All NSW residents will be able to get a free flu jab at GPs and pharmacies between June 1 and June 30.
Chief Health Officer Dr Kerry Chant said 1,140 cases of the respiratory illness were notified this week, compared to 766 in the previous week and 150 presentations and admissions to hospitals.
“We urge everyone over the age of six months to get a flu shot as soon as possible to protect themselves and their loved ones, as the virus spreads easily and is potentially fatal,” Chant said.
“This is especially important for those in high-risk groups, such as the elderly and children between the ages of six months and five years. If you live in an aged or disability care facility, are over the age of 65, or are immunocompromised, now is the time to book.
“We also recommend a COVID-19 winter booster if you are eligible, as both the flu and COVID-19 vaccines can be given at the same time.”
Over the weekend, Western Australia and South Australia announced similar policies.
WA residents of all ages will be able to get their free influenza jab at state-run clinics or participating pharmacies and GPs starting Wednesday.
In South Australia, people over the age of five can visit their local GP or pharmacy to get their vaccine vaccinated free of charge.
SA Premier Peter Malinouskas said his state program was expected to cost $4.9 million.
“The dual challenge of widespread community spread of COVID-19 and influenza at the same time during the winter is putting further pressure on the hospital system already facing significant demand,” Mr Malinouskas said in a statement on Sunday. threatens.”
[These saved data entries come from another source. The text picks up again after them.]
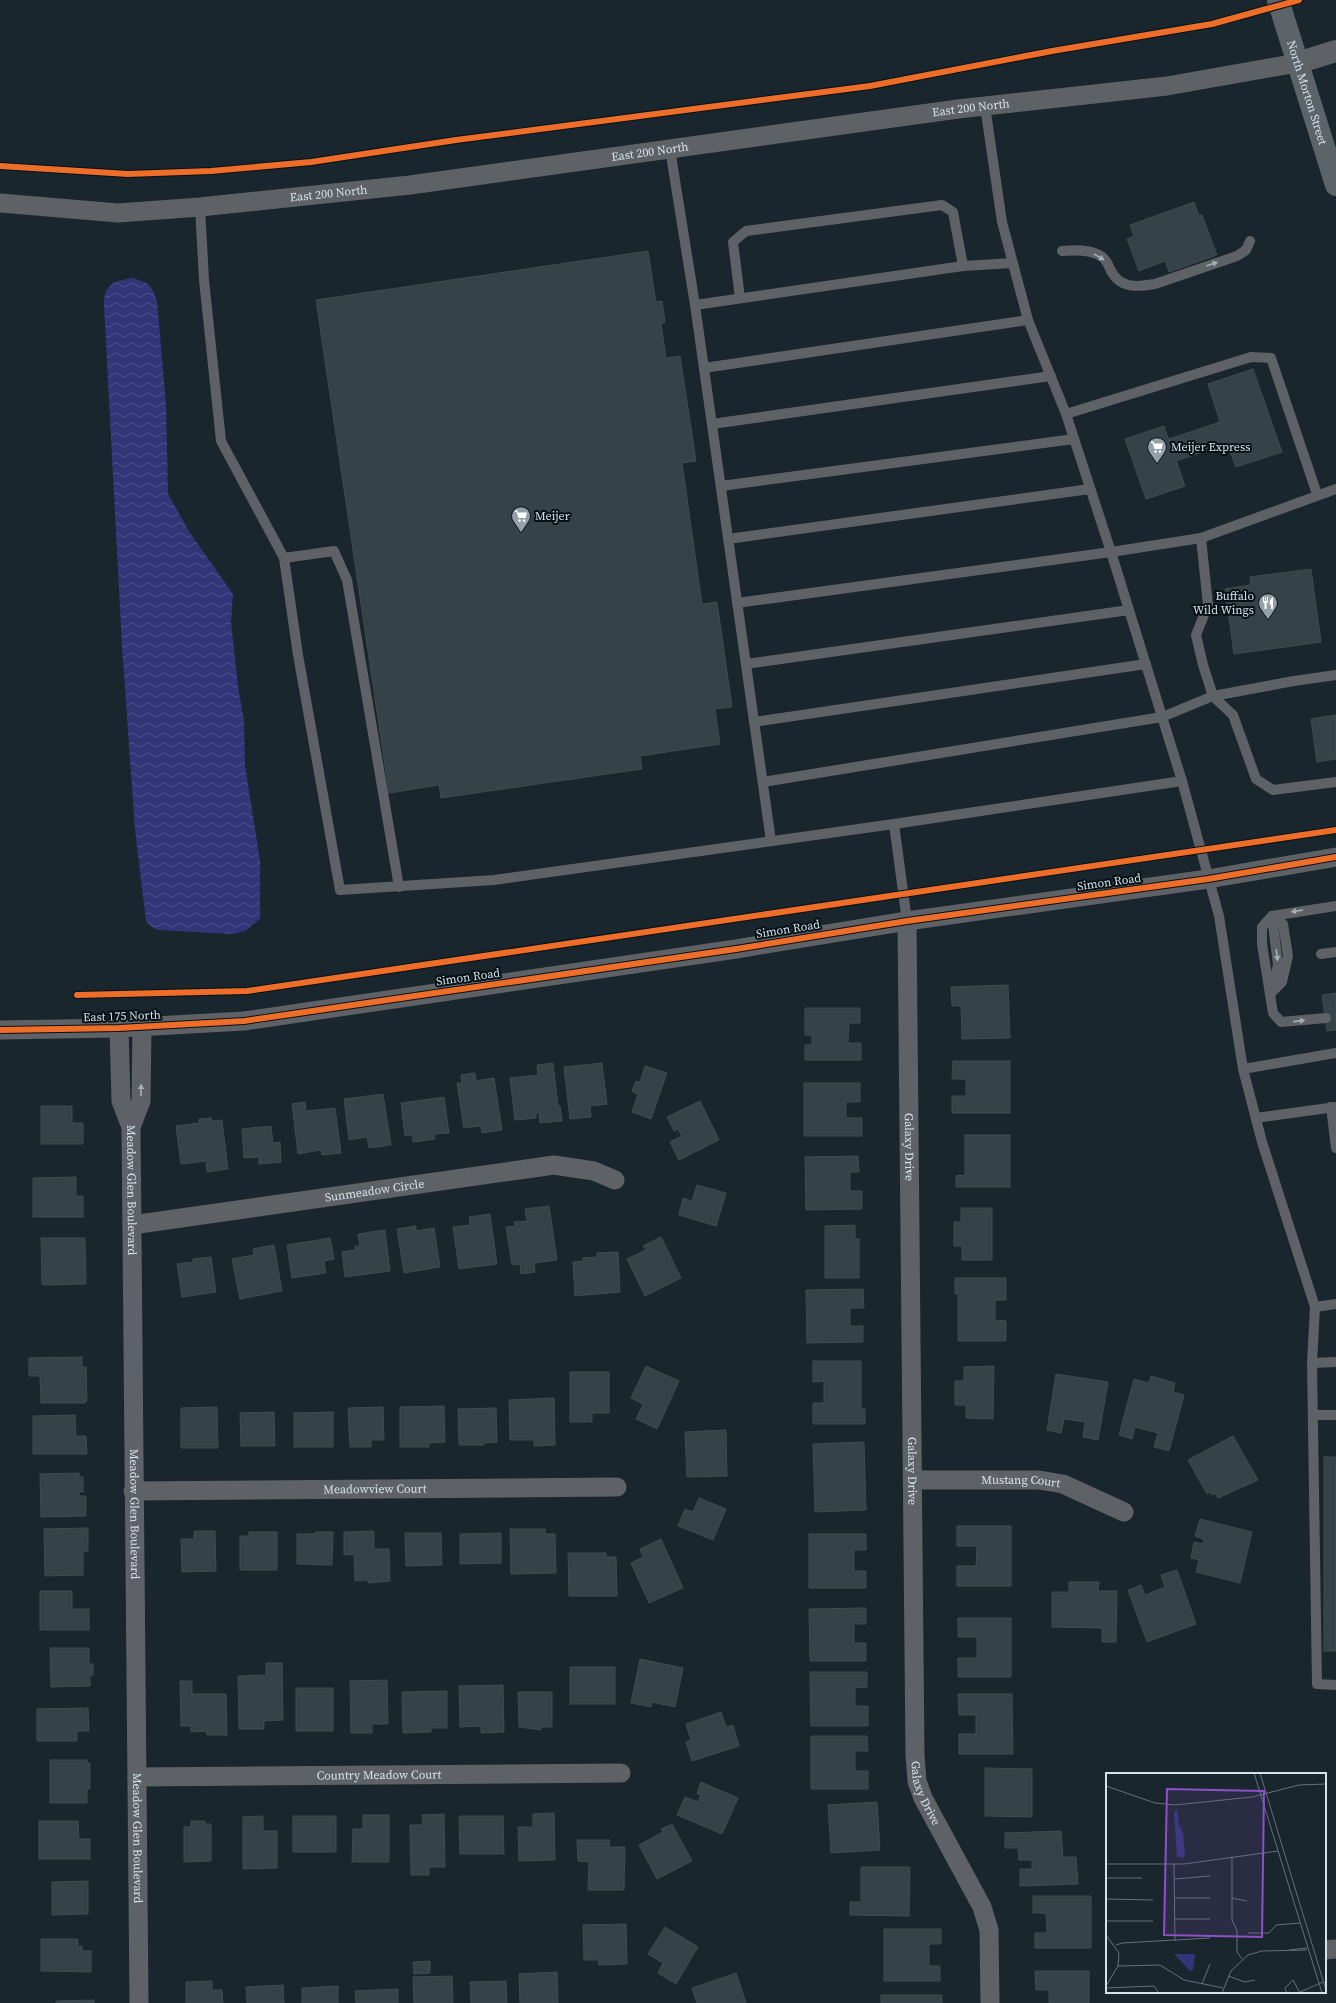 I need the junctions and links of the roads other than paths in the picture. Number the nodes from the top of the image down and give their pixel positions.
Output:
1 (1278, 0) edge
2 (1336, 51) edge
3 (1297, 63) junction
4 (985, 106) junction
5 (670, 149) junction
6 (1336, 185) edge
7 (0, 203) edge
8 (200, 208) junction
9 (1250, 241) dead end
10 (1062, 251) dead end
11 (1013, 263) junction
12 (963, 266) junction
13 (740, 298) junction
14 (695, 305) junction
15 (1028, 320) junction
16 (704, 368) junction
17 (1051, 376) junction
18 (1066, 414) junction
19 (712, 424) junction
20 (1074, 439) junction
21 (721, 486) junction
22 (1336, 488) edge
23 (1090, 489) junction
24 (1317, 494) junction
25 (1201, 538) junction
26 (728, 539) junction
27 (1111, 552) junction
28 (284, 558) junction
29 (737, 603) junction
30 (1129, 610) junction
31 (746, 664) junction
32 (1146, 664) junction
33 (1336, 675) edge
34 (1214, 696) junction
35 (1162, 717) junction
36 (754, 722) junction
37 (1182, 781) junction
38 (763, 782) junction
39 (1336, 782) edge
40 (894, 824) junction
41 (771, 840) junction
42 (1336, 858) edge
43 (1208, 879) junction
44 (399, 887) junction
45 (1336, 906) edge
46 (1272, 916) junction
47 (907, 921) junction
48 (1336, 952) edge
49 (1321, 954) dead end
50 (1270, 994) junction
51 (1326, 1018) dead end
52 (244, 1021) joint
53 (142, 1027) junction
54 (119, 1028) junction
55 (0, 1030) edge
56 (1336, 1053) edge
57 (1243, 1069) junction
58 (1334, 1107) edge
59 (1256, 1118) junction
60 (131, 1127) junction
61 (1336, 1148) edge
62 (616, 1180) dead end
63 (132, 1225) junction
64 (1336, 1304) edge
65 (1315, 1307) junction
66 (1336, 1362) edge
67 (1312, 1363) junction
68 (1313, 1415) junction
69 (1336, 1415) edge
70 (913, 1480) junction
71 (618, 1487) dead end
72 (133, 1491) junction
73 (1124, 1512) dead end
74 (1336, 1685) edge
75 (621, 1773) dead end
76 (137, 1777) junction
77 (1336, 1949) edge
78 (1326, 1950) edge
79 (139, 2003) edge
80 (990, 2003) edge

1 - 3 main road, North Morton Street
2 - 3 street
3 - 4 street, East 200 North
3 - 6 main road, North Morton Street
4 - 5 street, East 200 North
4 - 11 lane
5 - 8 street, East 200 North
5 - 14 lane
7 - 8 street, East 200 North
8 - 28 lane
10 -> 9 lane
11 - 12 lane
11 - 15 lane
12 - 13 lane
12 - 13 lane
13 - 14 lane
14 - 16 lane
15 - 16 lane
15 - 17 lane
16 - 19 lane
17 - 18 lane
17 - 19 lane
18 - 20 lane
18 - 24 lane
19 - 21 lane
20 - 21 lane
20 - 23 lane
21 - 26 lane
22 - 24 lane
23 - 26 lane
23 - 27 lane
24 - 25 lane
25 - 27 lane
25 - 34 lane
26 - 29 lane
27 - 29 lane
27 - 30 lane
28 - 44 lane
28 - 44 lane
29 - 31 lane
30 - 31 lane
30 - 32 lane
31 - 36 lane
32 - 35 lane
32 - 36 lane
33 - 34 lane
34 - 35 lane
34 - 39 lane
35 - 37 lane
35 - 38 lane
36 - 38 lane
37 - 40 lane
37 - 43 lane
38 - 41 lane
40 - 41 lane
40 - 47 lane
41 - 44 lane
42 - 43 street, Simon Road
43 - 47 street, Simon Road
43 - 57 lane
45 -> 46 lane
46 - 50 lane
46 -> 50 lane
47 - 52 street, Simon Road
47 - 70 street, Galaxy Drive
48 - 49 lane
50 -> 51 lane
52 - 53 street, East 175 North
53 - 54 street, East 175 North
60 -> 53 street
54 - 55 street, East 175 North
54 - 60 street, Meadow Glen Boulevard
56 - 57 lane
57 - 59 lane
58 - 59 lane
58 - 61 lane
59 - 65 lane
60 - 63 street, Meadow Glen Boulevard
62 - 63 street, Sunmeadow Circle
63 - 72 street, Meadow Glen Boulevard
64 - 65 lane
65 - 67 lane
66 - 67 lane
67 - 68 lane
68 - 69 lane
68 - 74 lane
70 - 73 street, Mustang Court
70 - 80 street, Galaxy Drive
71 - 72 street, Meadowview Court
72 - 76 street, Meadow Glen Boulevard
75 - 76 street, Country Meadow Court
76 - 79 street, Meadow Glen Boulevard
77 - 78 street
“We must do everything possible to ensure that as many South Australians as possible are immunized against both COVID and influenza to reduce pressure on our hospitals.”
There have been 1,195 confirmed cases of influenza in South Africa this year, compared to 12 for the same period last year.
WA had 194 flu cases in 2022, with only 20 percent of West Australians receiving the flu jab so far this year.
“After two years of very few flu cases, I urge all Western Australians to come forward to protect themselves before the worst of winter,” WA Premier Mark McGowan said in a statement.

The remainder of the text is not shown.